* _What needs to be done_
Give back each line of the material that contains the word "index".
# # # #
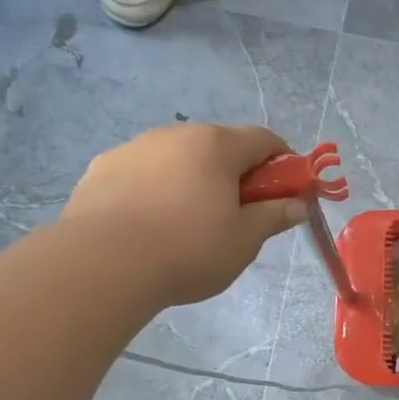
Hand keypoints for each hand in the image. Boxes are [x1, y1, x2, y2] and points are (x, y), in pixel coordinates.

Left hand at [61, 124, 306, 307]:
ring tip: (190, 224)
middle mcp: (175, 135)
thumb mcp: (245, 239)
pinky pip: (144, 174)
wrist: (101, 264)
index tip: (287, 191)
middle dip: (237, 174)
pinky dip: (158, 190)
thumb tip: (297, 204)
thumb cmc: (189, 249)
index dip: (284, 162)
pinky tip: (152, 226)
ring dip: (195, 180)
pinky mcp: (101, 169)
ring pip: (178, 159)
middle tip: (241, 214)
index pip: (263, 139)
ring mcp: (133, 148)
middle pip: (219, 146)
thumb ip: (274, 216)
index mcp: (216, 146)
# # # #
* _Exercise response_
index tip: (287, 191)
index dip: (284, 162)
index pip: (263, 139)
index mcp: (216, 146)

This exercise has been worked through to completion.